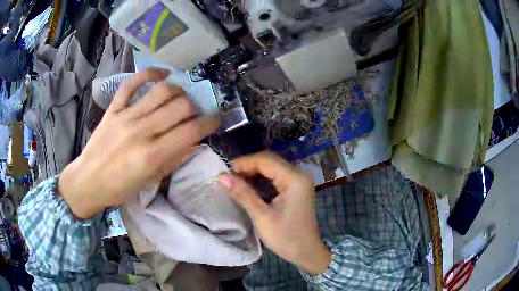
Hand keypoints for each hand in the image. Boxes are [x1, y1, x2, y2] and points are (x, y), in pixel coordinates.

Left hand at [59, 69, 219, 218]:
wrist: (88, 181)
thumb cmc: (120, 189)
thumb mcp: (150, 181)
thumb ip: (173, 158)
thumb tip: (192, 140)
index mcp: (152, 156)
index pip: (191, 131)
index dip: (209, 122)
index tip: (215, 119)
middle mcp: (142, 131)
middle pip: (181, 106)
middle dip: (196, 107)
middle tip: (195, 113)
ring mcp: (126, 116)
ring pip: (162, 90)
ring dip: (179, 91)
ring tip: (181, 97)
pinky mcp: (114, 108)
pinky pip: (132, 83)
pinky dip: (149, 73)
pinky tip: (162, 73)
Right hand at [219, 152, 330, 275]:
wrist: (306, 252)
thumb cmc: (286, 237)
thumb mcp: (262, 216)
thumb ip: (243, 194)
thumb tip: (222, 177)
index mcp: (294, 178)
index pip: (265, 160)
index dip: (243, 163)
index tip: (224, 172)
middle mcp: (299, 174)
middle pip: (270, 161)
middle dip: (248, 166)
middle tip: (229, 178)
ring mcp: (299, 181)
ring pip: (272, 167)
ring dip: (254, 172)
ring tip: (236, 182)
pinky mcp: (297, 188)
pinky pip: (277, 176)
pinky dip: (262, 179)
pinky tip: (250, 186)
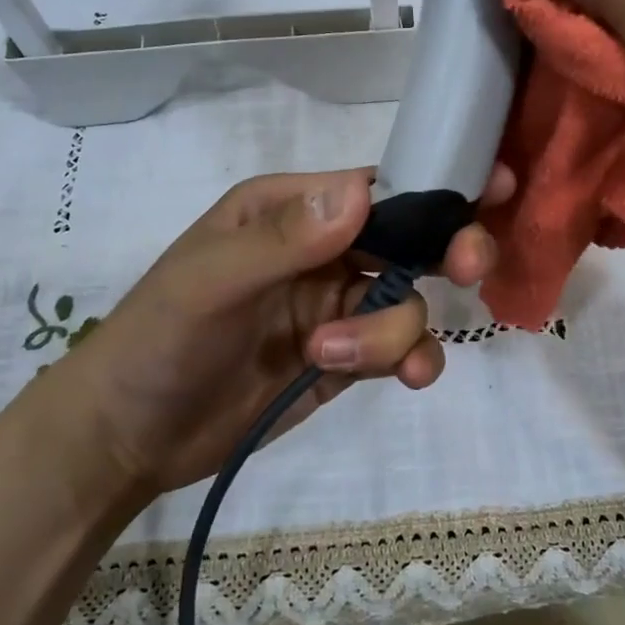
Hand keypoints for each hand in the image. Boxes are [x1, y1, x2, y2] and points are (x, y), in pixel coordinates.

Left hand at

▶ **Required work**
Using the records above, output their complete text exactly, minus any images.

▶ **Task output**
Hand keypoints for each hand in the image. Boxes are [x1, y1, x2, y2] and points are (x, y), in pixel coordinates.

Left hand at [59, 69, 219, 218]:
wrist: (88, 181)
thumb cmc: (120, 189)
thumb mcp: (150, 181)
thumb ip: (173, 158)
thumb tip: (192, 140)
index mcp: (152, 156)
index pip: (191, 131)
index dip: (209, 122)
index tip: (215, 119)
middle mcp: (142, 131)
middle pip: (181, 106)
middle dip: (196, 107)
middle tip: (195, 113)
ring mcp: (126, 116)
ring pip: (162, 90)
ring dip: (179, 91)
ring tip: (181, 97)
pinky mcp: (114, 108)
pinky pip: (132, 83)
pinky dip: (149, 73)
pinky tip: (162, 73)
Right hand at [219, 152, 330, 275]:
wrist: (306, 252)
thumb cmc: (286, 237)
thumb mcp: (262, 216)
thumb ip: (243, 194)
thumb tip: (222, 177)
index mcp: (294, 178)
index pip: (265, 160)
index dip: (243, 163)
index tip: (224, 172)
middle mcp: (299, 174)
middle pip: (270, 161)
middle dip: (248, 166)
middle tip: (229, 178)
ring mcp: (299, 181)
ring pip: (272, 167)
ring dip: (254, 172)
ring tip: (236, 182)
pinky mcp: (297, 188)
pinky pip: (277, 176)
pinky dip: (262, 179)
pinky tip: (250, 186)
Hand keypoints for each hand in the image. Boxes are [x1, y1, x2, y2] and points are (x, y), in pixel coordinates.

Left hand at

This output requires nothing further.